• Task to carry out: Nothing but an exact copy of the data should be given.

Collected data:
'''
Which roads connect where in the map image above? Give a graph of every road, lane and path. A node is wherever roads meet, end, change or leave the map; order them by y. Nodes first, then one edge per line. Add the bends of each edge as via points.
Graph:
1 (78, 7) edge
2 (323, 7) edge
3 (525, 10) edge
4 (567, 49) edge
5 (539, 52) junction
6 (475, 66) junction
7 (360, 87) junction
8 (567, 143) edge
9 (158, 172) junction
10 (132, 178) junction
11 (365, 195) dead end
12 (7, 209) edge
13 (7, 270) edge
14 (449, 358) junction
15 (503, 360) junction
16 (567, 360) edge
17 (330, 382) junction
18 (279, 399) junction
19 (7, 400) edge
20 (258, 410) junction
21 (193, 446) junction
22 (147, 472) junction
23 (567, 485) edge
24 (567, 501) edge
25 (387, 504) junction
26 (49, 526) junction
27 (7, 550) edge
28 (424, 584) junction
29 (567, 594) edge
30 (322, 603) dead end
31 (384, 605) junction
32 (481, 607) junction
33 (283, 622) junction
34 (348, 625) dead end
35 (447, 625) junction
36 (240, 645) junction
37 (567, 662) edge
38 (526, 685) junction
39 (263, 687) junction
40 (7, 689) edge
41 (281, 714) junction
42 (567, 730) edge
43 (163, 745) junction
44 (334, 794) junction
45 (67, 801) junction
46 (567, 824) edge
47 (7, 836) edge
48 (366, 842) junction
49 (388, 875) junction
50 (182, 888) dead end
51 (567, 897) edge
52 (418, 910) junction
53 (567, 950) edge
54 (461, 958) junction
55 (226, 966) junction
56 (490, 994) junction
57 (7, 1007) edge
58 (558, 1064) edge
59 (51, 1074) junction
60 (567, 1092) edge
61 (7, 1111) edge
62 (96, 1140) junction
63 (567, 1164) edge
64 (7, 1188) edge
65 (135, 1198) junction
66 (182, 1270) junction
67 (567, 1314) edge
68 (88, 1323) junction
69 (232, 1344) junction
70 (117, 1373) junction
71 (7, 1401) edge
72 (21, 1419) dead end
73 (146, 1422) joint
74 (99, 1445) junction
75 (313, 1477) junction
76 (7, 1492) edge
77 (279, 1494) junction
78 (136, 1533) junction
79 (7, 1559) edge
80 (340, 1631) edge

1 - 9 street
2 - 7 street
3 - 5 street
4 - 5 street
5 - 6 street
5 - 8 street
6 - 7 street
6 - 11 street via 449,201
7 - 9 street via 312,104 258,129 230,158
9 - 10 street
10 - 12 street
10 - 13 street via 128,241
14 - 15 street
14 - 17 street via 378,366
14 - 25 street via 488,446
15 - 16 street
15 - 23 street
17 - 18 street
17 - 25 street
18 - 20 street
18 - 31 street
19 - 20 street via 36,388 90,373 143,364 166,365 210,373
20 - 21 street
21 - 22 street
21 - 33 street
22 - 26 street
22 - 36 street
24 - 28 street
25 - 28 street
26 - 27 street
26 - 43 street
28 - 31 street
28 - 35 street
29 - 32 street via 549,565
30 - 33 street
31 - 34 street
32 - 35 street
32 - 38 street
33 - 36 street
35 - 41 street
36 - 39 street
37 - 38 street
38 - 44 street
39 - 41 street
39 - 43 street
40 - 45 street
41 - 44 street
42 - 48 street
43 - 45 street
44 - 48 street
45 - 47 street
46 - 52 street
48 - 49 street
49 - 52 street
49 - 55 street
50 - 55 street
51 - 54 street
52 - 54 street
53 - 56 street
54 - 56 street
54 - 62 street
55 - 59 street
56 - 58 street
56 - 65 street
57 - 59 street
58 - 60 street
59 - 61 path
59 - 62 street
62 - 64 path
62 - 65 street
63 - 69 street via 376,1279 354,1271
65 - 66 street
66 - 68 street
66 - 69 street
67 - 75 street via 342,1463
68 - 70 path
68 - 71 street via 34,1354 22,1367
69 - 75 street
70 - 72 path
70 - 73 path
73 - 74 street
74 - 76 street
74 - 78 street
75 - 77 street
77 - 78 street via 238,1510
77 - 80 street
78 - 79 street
'''
• Exercise solution:
Which roads connect where in the map image above? Give a graph of every road, lane and path. A node is wherever roads meet, end, change or leave the map; order them by y. Nodes first, then one edge per line. Add the bends of each edge as via points.
Graph:
1 (78, 7) edge
2 (323, 7) edge
3 (525, 10) edge
4 (567, 49) edge
5 (539, 52) junction
6 (475, 66) junction
7 (360, 87) junction
8 (567, 143) edge
9 (158, 172) junction
10 (132, 178) junction
11 (365, 195) dead end
12 (7, 209) edge
13 (7, 270) edge
14 (449, 358) junction
15 (503, 360) junction
16 (567, 360) edge
17 (330, 382) junction
18 (279, 399) junction
19 (7, 400) edge
20 (258, 410) junction
21 (193, 446) junction
22 (147, 472) junction
23 (567, 485) edge
24 (567, 501) edge
25 (387, 504) junction
26 (49, 526) junction
27 (7, 550) edge
28 (424, 584) junction
29 (567, 594) edge
30 (322, 603) dead end
31 (384, 605) junction
32 (481, 607) junction
33 (283, 622) junction
34 (348, 625) dead end
35 (447, 625) junction
36 (240, 645) junction
37 (567, 662) edge
38 (526, 685) junction
39 (263, 687) junction
40 (7, 689) edge
41 (281, 714) junction
42 (567, 730) edge
43 (163, 745) junction
44 (334, 794) junction
45 (67, 801) junction
46 (567, 824) edge
47 (7, 836) edge
48 (366, 842) junction
49 (388, 875) junction
50 (182, 888) dead end
51 (567, 897) edge
52 (418, 910) junction
53 (567, 950) edge
54 (461, 958) junction
55 (226, 966) junction
56 (490, 994) junction
57 (7, 1007) edge
58 (558, 1064) edge
59 (51, 1074) junction
60 (567, 1092) edge
61 (7, 1111) edge
62 (96, 1140) junction
63 (567, 1164) edge
64 (7, 1188) edge
65 (135, 1198) junction
66 (182, 1270) junction
67 (567, 1314) edge
68 (88, 1323) junction
69 (232, 1344) junction
70 (117, 1373) junction
71 (7, 1401) edge
72 (21, 1419) dead end
73 (146, 1422) joint
74 (99, 1445) junction
75 (313, 1477) junction
76 (7, 1492) edge
77 (279, 1494) junction
78 (136, 1533) junction
79 (7, 1559) edge
80 (340, 1631) edge

1 - 9 street
2 - 7 street
3 - 5 street
4 - 5 street
5 - 6 street
5 - 8 street
6 - 7 street
6 - 11 street via 449,201
7 - 9 street via 312,104 258,129 230,158
9 - 10 street
10 - 12 street
10 - 13 street via 128,241
14 - 15 street
14 - 17 street via 378,366
14 - 25 street via 488,446
15 - 16 street
15 - 23 street
17 - 18 street
17 - 25 street
18 - 20 street
18 - 31 street
19 - 20 street via 36,388 90,373 143,364 166,365 210,373
20 - 21 street
21 - 22 street
21 - 33 street
22 - 26 street
22 - 36 street
24 - 28 street
25 - 28 street
26 - 27 street
26 - 43 street
28 - 31 street
28 - 35 street
29 - 32 street via 549,565
30 - 33 street
31 - 34 street
32 - 35 street
32 - 38 street
33 - 36 street
35 - 41 street
36 - 39 street
37 - 38 street
38 - 44 street
39 - 41 street
39 - 43 street
40 - 45 street
41 - 44 street
42 - 48 street
43 - 45 street
44 - 48 street
45 - 47 street
46 - 52 street
48 - 49 street
49 - 52 street
49 - 55 street
50 - 55 street
51 - 54 street
52 - 54 street
53 - 56 street
54 - 56 street
54 - 62 street
55 - 59 street
56 - 58 street
56 - 65 street
57 - 59 street
58 - 60 street
59 - 61 path
59 - 62 street
62 - 64 path
62 - 65 street
63 - 69 street via 376,1279 354,1271
65 - 66 street
66 - 68 street
66 - 69 street
67 - 75 street via 342,1463
68 - 70 path
68 - 71 street via 34,1354 22,1367
69 - 75 street
70 - 72 path
70 - 73 path
73 - 74 street
74 - 76 street
74 - 78 street
75 - 77 street
77 - 78 street via 238,1510
77 - 80 street
78 - 79 street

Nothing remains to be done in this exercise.